Understanding the situation
Walther Farms, a leading producer of russet potatoes, faced a significant challenge with internal defects affecting its crop yield. It not only reduced the potatoes’ marketability but also reduced revenue.
Exploring the challenge
CLA’s data science and artificial intelligence team analyzed the farm’s data, helping the Walther Farms agronomist to identify the defect’s root causes and develop mitigation strategies.
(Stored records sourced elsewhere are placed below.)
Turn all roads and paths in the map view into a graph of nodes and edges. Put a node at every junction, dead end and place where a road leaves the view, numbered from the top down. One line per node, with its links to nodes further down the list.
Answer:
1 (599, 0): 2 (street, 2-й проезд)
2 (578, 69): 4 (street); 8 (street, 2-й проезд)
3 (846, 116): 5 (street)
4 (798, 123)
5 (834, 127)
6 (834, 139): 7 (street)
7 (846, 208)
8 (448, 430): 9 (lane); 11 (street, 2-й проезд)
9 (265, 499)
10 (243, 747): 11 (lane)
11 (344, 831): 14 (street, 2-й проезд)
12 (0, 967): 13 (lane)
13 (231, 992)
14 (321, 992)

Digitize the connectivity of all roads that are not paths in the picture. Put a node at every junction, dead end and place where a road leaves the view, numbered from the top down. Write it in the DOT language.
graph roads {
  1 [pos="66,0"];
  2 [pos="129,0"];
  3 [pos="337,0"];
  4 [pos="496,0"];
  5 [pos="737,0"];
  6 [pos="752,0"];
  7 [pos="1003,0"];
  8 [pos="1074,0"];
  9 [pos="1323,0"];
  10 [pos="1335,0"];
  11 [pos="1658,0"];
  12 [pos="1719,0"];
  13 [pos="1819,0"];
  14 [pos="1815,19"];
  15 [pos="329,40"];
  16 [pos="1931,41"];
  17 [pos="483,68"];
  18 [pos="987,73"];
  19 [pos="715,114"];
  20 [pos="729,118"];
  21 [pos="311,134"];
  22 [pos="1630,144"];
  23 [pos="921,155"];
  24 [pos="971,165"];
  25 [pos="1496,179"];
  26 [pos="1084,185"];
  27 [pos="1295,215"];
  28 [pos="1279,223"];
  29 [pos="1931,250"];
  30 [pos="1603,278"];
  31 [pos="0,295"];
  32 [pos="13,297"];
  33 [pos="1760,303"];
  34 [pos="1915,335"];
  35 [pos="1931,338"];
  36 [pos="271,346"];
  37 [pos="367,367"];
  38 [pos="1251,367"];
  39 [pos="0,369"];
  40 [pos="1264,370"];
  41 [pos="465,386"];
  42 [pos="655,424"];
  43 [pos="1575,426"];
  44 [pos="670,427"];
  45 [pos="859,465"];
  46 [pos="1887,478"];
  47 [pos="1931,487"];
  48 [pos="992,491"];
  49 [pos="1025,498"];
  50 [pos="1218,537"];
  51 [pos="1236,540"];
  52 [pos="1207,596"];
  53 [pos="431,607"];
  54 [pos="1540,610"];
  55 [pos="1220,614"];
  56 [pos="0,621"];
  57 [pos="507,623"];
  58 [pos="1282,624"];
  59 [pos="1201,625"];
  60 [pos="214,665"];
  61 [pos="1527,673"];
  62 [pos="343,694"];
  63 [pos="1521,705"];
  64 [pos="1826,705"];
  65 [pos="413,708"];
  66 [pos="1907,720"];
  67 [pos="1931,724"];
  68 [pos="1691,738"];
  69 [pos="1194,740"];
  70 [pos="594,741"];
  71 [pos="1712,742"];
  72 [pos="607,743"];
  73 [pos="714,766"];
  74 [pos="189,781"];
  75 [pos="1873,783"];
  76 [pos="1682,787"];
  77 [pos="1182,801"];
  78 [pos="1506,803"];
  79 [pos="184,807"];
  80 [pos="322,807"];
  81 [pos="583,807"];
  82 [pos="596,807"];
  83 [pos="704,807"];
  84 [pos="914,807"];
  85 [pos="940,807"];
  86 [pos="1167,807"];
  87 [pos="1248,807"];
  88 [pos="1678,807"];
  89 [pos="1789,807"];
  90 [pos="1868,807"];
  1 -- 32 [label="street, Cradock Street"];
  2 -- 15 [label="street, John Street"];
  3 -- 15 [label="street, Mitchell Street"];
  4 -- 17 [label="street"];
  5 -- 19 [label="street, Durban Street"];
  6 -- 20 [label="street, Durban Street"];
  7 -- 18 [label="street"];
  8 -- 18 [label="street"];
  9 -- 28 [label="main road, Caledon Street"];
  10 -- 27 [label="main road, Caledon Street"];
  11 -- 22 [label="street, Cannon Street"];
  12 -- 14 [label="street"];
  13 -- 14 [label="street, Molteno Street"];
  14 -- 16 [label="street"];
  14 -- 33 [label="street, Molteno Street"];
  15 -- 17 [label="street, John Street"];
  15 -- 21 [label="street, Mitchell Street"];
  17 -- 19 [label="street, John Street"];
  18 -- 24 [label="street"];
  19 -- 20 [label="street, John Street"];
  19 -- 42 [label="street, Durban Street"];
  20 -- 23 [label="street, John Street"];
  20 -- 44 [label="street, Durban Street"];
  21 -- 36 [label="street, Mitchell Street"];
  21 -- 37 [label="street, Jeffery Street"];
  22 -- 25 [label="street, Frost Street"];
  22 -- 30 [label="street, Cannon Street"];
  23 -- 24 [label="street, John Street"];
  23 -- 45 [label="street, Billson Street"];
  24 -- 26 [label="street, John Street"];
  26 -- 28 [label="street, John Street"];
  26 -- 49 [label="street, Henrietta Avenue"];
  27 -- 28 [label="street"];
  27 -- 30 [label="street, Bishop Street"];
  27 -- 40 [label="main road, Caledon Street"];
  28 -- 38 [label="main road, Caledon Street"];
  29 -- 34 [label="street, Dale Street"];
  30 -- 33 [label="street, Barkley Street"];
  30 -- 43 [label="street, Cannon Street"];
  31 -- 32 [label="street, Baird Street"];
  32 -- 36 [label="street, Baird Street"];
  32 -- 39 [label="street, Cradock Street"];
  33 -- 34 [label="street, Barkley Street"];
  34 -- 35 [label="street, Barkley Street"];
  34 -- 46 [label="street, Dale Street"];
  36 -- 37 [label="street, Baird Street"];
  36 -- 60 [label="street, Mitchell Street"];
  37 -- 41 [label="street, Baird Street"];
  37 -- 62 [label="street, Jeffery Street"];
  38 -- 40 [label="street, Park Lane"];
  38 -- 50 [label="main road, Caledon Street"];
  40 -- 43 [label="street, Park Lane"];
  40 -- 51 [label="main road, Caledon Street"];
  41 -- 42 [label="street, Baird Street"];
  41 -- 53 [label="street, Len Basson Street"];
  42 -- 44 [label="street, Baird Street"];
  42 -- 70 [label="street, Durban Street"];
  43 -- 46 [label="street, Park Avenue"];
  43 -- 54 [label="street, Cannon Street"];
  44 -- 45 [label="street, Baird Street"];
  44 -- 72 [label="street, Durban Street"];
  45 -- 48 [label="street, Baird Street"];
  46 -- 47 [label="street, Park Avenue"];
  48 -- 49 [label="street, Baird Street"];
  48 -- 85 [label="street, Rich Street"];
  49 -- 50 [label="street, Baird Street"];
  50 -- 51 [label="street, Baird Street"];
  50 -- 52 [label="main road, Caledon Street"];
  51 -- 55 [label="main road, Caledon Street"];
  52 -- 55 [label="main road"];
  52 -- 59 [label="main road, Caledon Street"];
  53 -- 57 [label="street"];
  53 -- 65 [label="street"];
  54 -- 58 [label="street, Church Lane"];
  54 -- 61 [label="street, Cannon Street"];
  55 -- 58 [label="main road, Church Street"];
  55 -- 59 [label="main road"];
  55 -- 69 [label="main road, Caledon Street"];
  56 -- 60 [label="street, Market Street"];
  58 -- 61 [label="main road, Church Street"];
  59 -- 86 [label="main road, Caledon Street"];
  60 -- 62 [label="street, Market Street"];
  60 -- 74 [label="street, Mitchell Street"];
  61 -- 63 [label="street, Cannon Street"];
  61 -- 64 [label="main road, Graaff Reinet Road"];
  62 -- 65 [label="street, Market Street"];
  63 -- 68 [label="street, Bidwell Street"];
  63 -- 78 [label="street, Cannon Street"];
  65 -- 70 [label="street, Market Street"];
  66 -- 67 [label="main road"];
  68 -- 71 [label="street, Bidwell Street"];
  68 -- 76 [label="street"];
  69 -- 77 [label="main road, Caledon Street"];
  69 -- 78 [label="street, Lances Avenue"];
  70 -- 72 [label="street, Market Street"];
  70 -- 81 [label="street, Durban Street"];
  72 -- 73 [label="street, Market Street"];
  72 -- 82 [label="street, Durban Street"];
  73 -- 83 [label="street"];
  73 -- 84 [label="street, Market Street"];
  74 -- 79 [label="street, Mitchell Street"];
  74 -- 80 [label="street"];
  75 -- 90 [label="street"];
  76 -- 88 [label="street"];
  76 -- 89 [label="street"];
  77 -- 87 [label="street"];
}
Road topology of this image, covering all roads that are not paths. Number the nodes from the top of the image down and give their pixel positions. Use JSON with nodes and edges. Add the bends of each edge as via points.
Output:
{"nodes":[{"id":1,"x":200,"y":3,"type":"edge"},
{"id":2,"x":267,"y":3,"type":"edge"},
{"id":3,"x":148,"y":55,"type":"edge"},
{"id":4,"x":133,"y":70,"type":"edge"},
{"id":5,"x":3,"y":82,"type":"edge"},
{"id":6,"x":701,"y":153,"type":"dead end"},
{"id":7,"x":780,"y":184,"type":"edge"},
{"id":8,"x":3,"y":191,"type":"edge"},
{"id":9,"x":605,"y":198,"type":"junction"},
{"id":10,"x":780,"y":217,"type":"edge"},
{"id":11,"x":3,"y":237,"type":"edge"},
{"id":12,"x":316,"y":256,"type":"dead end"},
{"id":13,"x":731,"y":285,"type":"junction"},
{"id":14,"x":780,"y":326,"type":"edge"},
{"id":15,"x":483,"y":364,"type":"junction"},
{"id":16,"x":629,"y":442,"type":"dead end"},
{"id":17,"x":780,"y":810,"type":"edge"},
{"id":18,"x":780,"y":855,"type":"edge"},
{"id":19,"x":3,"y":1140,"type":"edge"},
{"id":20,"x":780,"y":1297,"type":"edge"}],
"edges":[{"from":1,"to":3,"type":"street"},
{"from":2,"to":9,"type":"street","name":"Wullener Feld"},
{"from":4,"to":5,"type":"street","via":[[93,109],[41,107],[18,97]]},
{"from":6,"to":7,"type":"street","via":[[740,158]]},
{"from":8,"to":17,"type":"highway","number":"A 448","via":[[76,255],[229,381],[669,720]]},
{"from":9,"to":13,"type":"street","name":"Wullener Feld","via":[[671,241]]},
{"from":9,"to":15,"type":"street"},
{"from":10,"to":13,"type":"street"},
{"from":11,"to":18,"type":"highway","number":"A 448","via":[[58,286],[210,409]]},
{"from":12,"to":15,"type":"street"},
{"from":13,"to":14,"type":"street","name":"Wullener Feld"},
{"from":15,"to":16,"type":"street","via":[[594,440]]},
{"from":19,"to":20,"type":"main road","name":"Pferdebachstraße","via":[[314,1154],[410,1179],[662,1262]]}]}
CLA’s study included:
- Reviewing historical data to identify patterns and correlations with the defect
- Creating an analytical framework to understand the influence of different variables on the defect
This analysis and interpretation resulted in the Walther Farms team being able to identify several data-driven recommendations to improve potato quality:
- Strategic planting times — Identified strategic planting times to reduce defects and increase revenue
- Nutrient enhancement — Suggested adjustments in nutrient application to improve potato quality
CLA’s approach emphasized the importance of ongoing data collection to refine predictive models and improve decision-making.
Achieving results
Walther Farms is now better positioned to improve its potato yield and quality, with additional potential revenues of $300,000. The organization plans to work more with CLA to design predictive tools and further improve yield. The ongoing collaboration can help Walther Farms continue to benefit from data-driven insights and strategies.